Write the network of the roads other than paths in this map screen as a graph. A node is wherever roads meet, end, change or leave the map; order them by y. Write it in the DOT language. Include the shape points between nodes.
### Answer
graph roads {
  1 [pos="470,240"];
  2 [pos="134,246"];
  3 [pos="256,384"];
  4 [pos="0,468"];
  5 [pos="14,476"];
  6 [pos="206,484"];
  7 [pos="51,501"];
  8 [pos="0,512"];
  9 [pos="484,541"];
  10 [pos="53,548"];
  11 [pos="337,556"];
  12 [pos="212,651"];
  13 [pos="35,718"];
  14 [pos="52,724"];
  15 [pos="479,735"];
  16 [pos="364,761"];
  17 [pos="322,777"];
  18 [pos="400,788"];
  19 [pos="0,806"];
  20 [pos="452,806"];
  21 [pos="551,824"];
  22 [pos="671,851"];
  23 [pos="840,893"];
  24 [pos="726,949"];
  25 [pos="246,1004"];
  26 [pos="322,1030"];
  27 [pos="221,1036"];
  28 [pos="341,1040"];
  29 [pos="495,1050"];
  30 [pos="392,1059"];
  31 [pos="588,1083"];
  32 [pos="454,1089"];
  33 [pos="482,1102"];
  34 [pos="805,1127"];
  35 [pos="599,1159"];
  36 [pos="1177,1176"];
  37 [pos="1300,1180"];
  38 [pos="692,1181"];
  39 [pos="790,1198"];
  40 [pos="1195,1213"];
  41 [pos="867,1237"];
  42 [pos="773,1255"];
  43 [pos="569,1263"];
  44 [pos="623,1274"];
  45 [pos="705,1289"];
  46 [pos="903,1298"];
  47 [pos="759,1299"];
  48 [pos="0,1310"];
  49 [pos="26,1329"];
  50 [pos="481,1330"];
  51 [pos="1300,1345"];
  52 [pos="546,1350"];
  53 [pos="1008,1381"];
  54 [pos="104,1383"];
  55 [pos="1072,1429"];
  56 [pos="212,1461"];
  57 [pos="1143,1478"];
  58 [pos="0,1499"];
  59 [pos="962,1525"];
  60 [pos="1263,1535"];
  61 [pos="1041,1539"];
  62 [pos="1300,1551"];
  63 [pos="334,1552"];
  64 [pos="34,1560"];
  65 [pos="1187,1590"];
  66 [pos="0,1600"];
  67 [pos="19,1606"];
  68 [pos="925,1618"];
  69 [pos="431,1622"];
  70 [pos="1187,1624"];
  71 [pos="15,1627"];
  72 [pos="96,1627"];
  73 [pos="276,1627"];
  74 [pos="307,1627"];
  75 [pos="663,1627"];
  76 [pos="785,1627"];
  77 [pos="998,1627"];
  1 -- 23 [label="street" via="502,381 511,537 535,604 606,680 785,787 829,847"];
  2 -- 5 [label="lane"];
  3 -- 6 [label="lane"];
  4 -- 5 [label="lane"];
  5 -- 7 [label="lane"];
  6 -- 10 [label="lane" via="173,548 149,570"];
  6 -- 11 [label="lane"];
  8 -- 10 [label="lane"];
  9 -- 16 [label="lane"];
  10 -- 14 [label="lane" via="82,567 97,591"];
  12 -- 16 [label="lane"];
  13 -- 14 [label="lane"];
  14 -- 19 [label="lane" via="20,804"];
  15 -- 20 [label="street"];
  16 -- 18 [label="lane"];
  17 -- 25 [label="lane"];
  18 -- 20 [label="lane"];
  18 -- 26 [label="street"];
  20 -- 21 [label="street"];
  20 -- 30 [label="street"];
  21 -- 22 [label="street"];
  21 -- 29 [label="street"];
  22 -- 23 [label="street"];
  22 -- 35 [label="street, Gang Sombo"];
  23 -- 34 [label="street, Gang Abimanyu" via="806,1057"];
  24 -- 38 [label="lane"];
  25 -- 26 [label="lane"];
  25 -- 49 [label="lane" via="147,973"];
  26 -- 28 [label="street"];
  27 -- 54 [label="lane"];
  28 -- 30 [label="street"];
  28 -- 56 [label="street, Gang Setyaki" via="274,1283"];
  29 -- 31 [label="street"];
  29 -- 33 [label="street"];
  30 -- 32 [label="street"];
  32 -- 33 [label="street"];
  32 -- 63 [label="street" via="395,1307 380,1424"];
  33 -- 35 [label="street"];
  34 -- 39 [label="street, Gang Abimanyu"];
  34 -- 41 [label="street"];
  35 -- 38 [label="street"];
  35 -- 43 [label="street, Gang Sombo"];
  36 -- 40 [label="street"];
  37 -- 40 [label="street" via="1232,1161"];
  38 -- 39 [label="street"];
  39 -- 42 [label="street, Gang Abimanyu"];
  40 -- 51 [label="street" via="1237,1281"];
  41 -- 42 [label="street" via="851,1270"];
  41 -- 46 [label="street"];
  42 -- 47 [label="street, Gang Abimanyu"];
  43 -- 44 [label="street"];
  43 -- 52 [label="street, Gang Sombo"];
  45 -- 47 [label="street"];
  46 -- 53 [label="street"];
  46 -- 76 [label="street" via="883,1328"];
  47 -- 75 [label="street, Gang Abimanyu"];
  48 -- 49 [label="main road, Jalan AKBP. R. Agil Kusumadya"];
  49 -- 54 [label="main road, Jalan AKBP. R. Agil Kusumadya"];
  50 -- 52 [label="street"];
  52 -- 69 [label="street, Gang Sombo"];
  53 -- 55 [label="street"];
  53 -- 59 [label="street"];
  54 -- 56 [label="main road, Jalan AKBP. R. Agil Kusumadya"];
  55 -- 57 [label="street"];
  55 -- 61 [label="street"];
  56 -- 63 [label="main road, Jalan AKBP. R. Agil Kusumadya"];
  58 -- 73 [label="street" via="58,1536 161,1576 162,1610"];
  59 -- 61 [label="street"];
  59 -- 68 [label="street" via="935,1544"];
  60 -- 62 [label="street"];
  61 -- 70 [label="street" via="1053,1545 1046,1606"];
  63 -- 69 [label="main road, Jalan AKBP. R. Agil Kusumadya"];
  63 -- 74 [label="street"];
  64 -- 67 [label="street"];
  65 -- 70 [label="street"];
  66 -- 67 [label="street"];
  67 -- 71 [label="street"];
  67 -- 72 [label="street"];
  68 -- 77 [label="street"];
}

====

• [TASK TO COMPLETE]
All lines in the listing above with the string "AKBP" should be returned.

• [RESULT OF THE EXERCISE]
  48 -- 49 [label="main road, Jalan AKBP. R. Agil Kusumadya"];
  49 -- 54 [label="main road, Jalan AKBP. R. Agil Kusumadya"];
  54 -- 56 [label="main road, Jalan AKBP. R. Agil Kusumadya"];
  56 -- 63 [label="main road, Jalan AKBP. R. Agil Kusumadya"];
  63 -- 69 [label="main road, Jalan AKBP. R. Agil Kusumadya"];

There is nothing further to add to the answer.